Travel within England, Scotland and Wales is permitted under the current guidelines. However, public health rules and lockdown restrictions continue to vary, including entry restrictions for Northern Ireland. Check the latest guidance from the official tourism boards for England, Scotland, Wales and Northern Ireland respectively.

Find out more here

Customers with more serious pre-existing medical conditions

When you declare medical conditions on our website, we’ll only show quotes from insurance providers who will cover all declared medical conditions, with no exclusions. 

MoneyHelper has launched a directory of insurance providers who may be able to provide quotes over the phone if you have more serious medical conditions. Find more information at MoneyHelper or by calling them on 0800 138 7777.

What if the airline damages my bags?

Your travel insurance should cover this.

If you find that your bag(s) have been damaged as you come to take your them off the carousel, make sure you report the damage before you leave the airport, and fill out any necessary forms. You’ll very likely need that paperwork to make a claim on your policy.

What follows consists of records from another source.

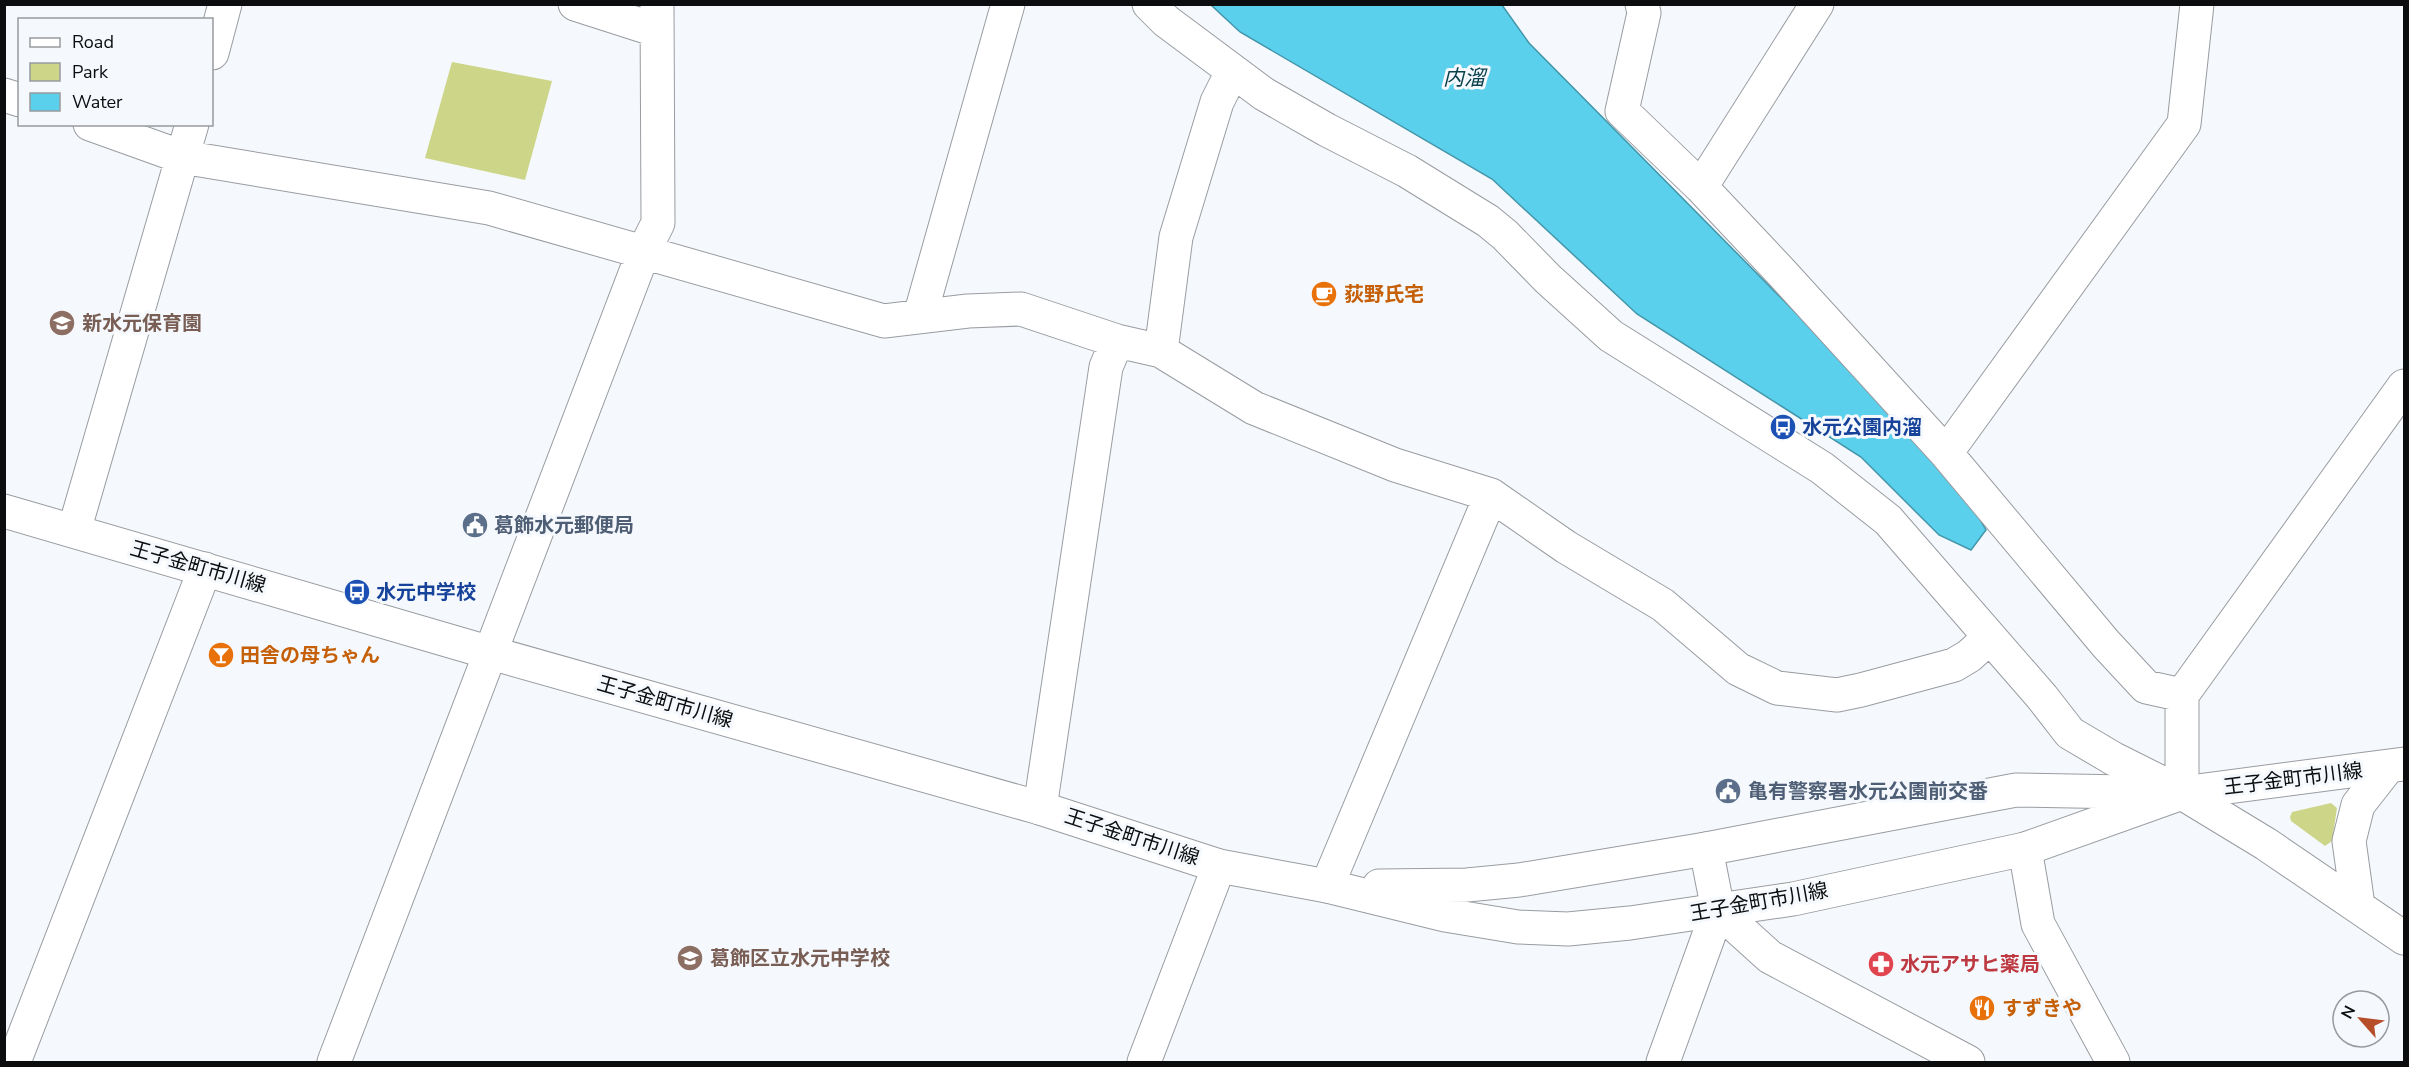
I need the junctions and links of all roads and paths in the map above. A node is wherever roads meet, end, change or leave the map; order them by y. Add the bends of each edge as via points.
1 (225, 4) edge
2 (575, 4) edge
3 (1008, 4) edge
4 (1149, 4) edge
5 (1642, 4) edge
6 (1817, 4) edge
7 (2197, 4) edge
8 (657, 17) edge
9 (213, 49) edge
10 (1232, 72) junction
11 (96, 126) edge
12 (191, 126) edge
13 (182, 157) junction
14 (1701, 187) junction
15 (643, 253) junction
16 (920, 316) junction
17 (1117, 340) junction
18 (1161, 351) junction
19 (2404, 389) edge
20 (1946, 453) junction
21 (1491, 495) junction
22 (4, 511) edge
23 (74, 531) junction
24 (205, 569) junction
25 (1989, 638) junction
26 (491, 653) junction
27 (2182, 695) junction
28 (2396, 766) edge
29 (2182, 793) junction
30 (1040, 808) junction
31 (1706, 849) junction
32 (2025, 849) junction
33 (1219, 866) junction
34 (1327, 886) junction
35 (2358, 906) junction
36 (1718, 910) junction
37 (2404, 938) edge
38 (14, 1062) edge
39 (334, 1062) edge
40 (1144, 1062) edge
41 (1663, 1062) edge
42 (1968, 1062) edge
43 (2113, 1062) edge

1 - 9 street
2 - 8 street
3 - 16 street
4 - 10 street
5 - 14 street via 1644,13 1622,111
6 - 14 street
7 - 20 street via 2184,124
8 - 15 street via 657,223
10 - 18 street via 1217,102 1176,237
10 - 25 street via 1488,221 1611,336 1822,468 1887,520
11 - 13 street
12 - 13 street
13 - 15 street via 489,207
13 - 23 street
14 - 20 street
15 - 16 street via 884,321
15 - 26 street
16 - 17 street via 1022,309
17 - 18 street
17 - 30 street via 1107,367
18 - 21 street via 1254,408 1395,465
19 - 27 street
20 - 27 street via 2146,687
21 - 25 street via 1566,547 1663,605 1738,669 1777,688 1837,695 1861,690 1954,665
21 - 34 street
22 - 23 street, 王子金町市川線
23 - 24 street, 王子金町市川線
24 - 26 street, 王子金町市川線
24 - 38 street
25 - 29 street via 2070,733
26 - 30 street, 王子金町市川線
26 - 39 street
27 - 29 street
28 - 29 street, 王子金町市川線
28 - 35 street via 2358,806 2349,841
29 - 31 street, 王子金町市川線 via 2016,790
29 - 32 street, 王子金町市川線
29 - 35 street
30 - 33 street, 王子金町市川線
31 - 34 street, 王子金町市川線 via 1519,880 1467,885
31 - 36 street
32 - 36 street, 王子金町市川線
32 - 43 street via 2038,924
33 - 34 street, 王子金町市川線
33 - 40 street
34 - 36 street, 王子金町市川線 via 1445,915 1518,927 1568,929
35 - 37 street
36 - 41 street
36 - 42 street via 1770,957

What if my bags are stolen?

Your travel insurance should cover this too.

If your bags are stolen, make sure you report the theft to the police as soon as you’re aware. You’ll need to get a crime reference number from them to complete your claim.

It’s really important you report the theft promptly, as some policies have exclusions if a theft is not reported within a certain time limit.

Is there such a thing as delayed bag compensation?

Yes, but not on your travel insurance. Travel insurance won’t cover delayed bags, but if your bags are temporarily lost by your airline, they may pay to replace items like clothes and toiletries. Check before you leave the airport though, as not all airlines will do this.

Are there situations my luggage insurance won’t cover?

Yes. Most travel policies have exclusions when it comes to dealing with your baggage cover.

For example, if you leave your luggage unattended and something happens to it, you may find your insurance won’t cover it.

This is why you should always take a moment to read through your insurance provider’s policy very carefully.

What amount of coverage can I expect?

Insurance providers usually set a cap on the amount that they will pay out if your baggage is lost, stolen or damaged. This is typically between £750 and £2,000 but does vary. There are some providers who cover up to £4,000 so if you are taking lots of valuables or you paid a lot for designer luggage, then you may want to look for a policy with this kind of top limit.

Be careful of single-item limits though. A single-item limit is the maximum an insurance provider will pay towards any single item. So if you have an expensive piece of kit, like a laptop or a camera, and your bag gets stolen, you might find yourself out of pocket if the limit is set at an amount lower than what your tech is worth.

If you’re travelling with a set of golf clubs for example, or on a business trip with your company laptop, always check carefully what cover is provided.

What does “policy excess” mean on my baggage coverage?

The excess on an insurance policy is the amount that you’ll have to pay per claim for each insured person before the insurance provider will pay out anything towards your claim. On baggage cover this is usually between £50 and £200, but it does vary and can be higher.

When comparing travel cover, there’s always a trade-off to consider between the cost of the insurance cover and the amount of the excess. Often, the greater the excess, the lower the cost of cover may be.

Because of this, be wary of simply buying the cheapest cover – it could well mean a higher excess, which could be more than your baggage is actually worth!